The standard formula takes SS as an input — it does not derive it from demand variability internally. Safety stock must be calculated separately before the ROP formula is applied. Some extended variants (see below) collapse the SS calculation into the ROP formula itself.

Order arrives as a single shipment

Partial or staggered deliveries make the effective lead time shorter than the full quoted lead time. If a supplier ships in multiple instalments, use the lead time to the first usable instalment for planning purposes.

Variants

Basic ROP (no safety stock)
ROP = d × L
Use when: demand and lead time are perfectly stable and predictable. Stock reaches exactly zero on delivery day.
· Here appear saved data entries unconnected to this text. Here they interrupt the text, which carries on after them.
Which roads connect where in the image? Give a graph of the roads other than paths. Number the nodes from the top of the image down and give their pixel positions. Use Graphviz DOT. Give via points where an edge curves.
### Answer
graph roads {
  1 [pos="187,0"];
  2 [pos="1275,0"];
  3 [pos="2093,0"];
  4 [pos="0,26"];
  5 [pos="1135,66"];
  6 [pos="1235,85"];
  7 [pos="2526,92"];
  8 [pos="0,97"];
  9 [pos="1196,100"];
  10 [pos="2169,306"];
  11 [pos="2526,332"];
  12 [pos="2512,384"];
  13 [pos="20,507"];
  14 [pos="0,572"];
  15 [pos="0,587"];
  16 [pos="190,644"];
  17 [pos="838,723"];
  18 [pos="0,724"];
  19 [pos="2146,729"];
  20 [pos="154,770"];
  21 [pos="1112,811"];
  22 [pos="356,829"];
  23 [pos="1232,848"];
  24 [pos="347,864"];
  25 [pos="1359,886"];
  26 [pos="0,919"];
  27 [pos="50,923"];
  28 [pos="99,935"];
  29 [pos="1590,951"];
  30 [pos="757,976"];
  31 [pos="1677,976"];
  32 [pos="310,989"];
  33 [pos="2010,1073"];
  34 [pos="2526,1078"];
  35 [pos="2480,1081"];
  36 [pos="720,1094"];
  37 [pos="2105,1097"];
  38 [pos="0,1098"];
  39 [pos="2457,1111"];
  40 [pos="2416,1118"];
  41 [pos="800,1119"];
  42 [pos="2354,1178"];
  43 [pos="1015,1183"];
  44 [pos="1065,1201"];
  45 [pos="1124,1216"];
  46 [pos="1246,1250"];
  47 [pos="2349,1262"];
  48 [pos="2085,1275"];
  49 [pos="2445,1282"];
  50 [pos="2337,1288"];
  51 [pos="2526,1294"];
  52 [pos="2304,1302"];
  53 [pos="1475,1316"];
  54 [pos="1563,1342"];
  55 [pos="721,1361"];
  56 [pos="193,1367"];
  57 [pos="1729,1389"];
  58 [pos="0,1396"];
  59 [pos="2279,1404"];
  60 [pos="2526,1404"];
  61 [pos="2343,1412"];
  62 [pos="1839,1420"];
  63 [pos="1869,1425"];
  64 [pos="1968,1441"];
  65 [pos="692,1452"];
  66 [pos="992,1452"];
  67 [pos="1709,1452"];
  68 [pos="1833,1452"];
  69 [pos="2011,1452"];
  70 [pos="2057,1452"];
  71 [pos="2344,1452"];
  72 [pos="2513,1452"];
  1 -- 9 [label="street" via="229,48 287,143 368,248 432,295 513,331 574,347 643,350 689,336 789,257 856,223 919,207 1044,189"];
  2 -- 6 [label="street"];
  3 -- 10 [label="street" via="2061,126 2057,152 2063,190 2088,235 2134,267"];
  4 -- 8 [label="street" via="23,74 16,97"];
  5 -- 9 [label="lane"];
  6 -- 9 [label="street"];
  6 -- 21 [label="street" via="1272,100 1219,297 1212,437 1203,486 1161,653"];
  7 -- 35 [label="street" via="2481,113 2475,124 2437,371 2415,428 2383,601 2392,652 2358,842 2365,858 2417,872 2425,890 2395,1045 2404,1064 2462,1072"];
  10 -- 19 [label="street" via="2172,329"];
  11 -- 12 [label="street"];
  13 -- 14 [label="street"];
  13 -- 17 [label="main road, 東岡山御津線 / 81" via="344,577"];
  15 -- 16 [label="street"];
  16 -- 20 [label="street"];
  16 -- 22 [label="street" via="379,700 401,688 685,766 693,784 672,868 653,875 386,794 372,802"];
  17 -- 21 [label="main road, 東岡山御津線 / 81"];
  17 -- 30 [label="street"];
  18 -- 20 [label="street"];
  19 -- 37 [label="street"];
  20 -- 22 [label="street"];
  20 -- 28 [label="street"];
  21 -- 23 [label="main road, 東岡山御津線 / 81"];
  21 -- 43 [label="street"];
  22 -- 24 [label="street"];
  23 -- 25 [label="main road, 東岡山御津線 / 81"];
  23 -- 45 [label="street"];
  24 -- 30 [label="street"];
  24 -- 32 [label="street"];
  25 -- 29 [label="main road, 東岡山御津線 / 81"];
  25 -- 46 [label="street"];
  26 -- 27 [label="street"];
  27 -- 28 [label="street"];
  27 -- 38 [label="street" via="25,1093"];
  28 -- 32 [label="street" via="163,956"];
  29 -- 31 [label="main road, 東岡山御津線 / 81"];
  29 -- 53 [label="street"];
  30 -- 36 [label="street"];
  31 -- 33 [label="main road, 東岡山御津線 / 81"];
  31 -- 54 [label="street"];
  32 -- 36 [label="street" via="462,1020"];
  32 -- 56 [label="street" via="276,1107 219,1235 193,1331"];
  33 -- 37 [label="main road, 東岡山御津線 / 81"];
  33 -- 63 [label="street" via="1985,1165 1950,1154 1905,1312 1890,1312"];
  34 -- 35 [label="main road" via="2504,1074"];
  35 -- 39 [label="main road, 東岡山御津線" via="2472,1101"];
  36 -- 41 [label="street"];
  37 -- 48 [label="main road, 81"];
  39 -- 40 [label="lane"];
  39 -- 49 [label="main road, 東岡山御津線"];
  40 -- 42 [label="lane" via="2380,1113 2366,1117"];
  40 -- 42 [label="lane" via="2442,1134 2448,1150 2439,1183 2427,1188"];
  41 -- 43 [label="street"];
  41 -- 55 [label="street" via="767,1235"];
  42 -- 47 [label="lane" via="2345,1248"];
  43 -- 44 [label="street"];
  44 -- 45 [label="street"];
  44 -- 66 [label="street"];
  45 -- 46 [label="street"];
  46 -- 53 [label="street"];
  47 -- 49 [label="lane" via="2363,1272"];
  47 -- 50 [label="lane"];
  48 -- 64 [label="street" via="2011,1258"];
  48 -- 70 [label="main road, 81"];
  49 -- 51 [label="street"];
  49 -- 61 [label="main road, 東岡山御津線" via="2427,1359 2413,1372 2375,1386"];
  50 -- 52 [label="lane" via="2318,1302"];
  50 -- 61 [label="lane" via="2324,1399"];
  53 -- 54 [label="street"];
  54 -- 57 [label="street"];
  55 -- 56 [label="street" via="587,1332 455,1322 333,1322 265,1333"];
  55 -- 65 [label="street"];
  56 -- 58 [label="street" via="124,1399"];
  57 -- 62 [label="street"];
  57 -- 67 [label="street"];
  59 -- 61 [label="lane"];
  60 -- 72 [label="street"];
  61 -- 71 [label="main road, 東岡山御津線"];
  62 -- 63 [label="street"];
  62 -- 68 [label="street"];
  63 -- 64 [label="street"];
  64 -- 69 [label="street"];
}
Rarely appropriate in real supply chains.
Standard ROP (with safety stock)
ROP = (d × L) + SS
Use when: safety stock has already been calculated separately. The most common form used in practice. Suitable for most ERP and inventory management systems.
ROP with demand variability
ROP = (d × L) + (Z × σd × √L)
Use when: lead time is stable but daily demand varies. σd = standard deviation of daily demand; Z = service-level z-score (e.g., 1.65 for 95%). Collapses SS into the formula.
ROP with demand and lead time variability
ROP = (d × L_avg) + (Z × √(L_avg × σd² + d² × σL²))
Use when: both demand and lead time vary. L_avg = mean lead time; σL = standard deviation of lead time. This is the most complete form and produces the highest (most protective) ROP.

Frequently Asked Questions

What units should I use in the reorder point formula?

Demand and safety stock must be in the same counting unit (e.g., units, cases, pallets). Lead time must be in days if demand is expressed per day — if demand is per week, lead time must also be in weeks. Mixing units produces a result that is meaningless and will either trigger orders too early or cause stockouts.

How do I calculate average daily demand?

Divide total units sold or consumed over a representative period by the number of business days in that period. For example, 26,000 units sold over 260 business days = 100 units per day. Use a rolling 90–180 day window for stable products. For seasonal items, use demand from the same season in the prior year, adjusted for any known trend.

What is the difference between the basic ROP formula and the one with safety stock?

The basic formula (ROP = d × L) sets the trigger so that inventory hits exactly zero on delivery day — it assumes demand and lead time are perfectly predictable. The safety stock version (ROP = (d × L) + SS) adds a buffer to absorb variability. In practice, nearly all real supply chains use the safety stock version, because even small variability will cause a stockout under the basic formula.

How do I use the reorder point formula when lead time varies?

Use the extended formula: ROP = (d × L_avg) + (Z × d × σL), where L_avg is the average lead time, σL is the standard deviation of lead time in days, and Z is the service-level z-score. When both demand and lead time vary, use: ROP = (d × L_avg) + (Z × √(L_avg × σd² + d² × σL²)).

Can I skip calculating safety stock separately?

Yes — use the demand-variability variant directly: ROP = (d × L) + (Z × σd × √L). This collapses the safety stock calculation into the ROP formula. σd is the standard deviation of daily demand and Z is the z-score for your target service level (1.28 for 90%, 1.65 for 95%, 2.05 for 98%). The result is mathematically identical to computing safety stock separately and adding it to lead-time demand.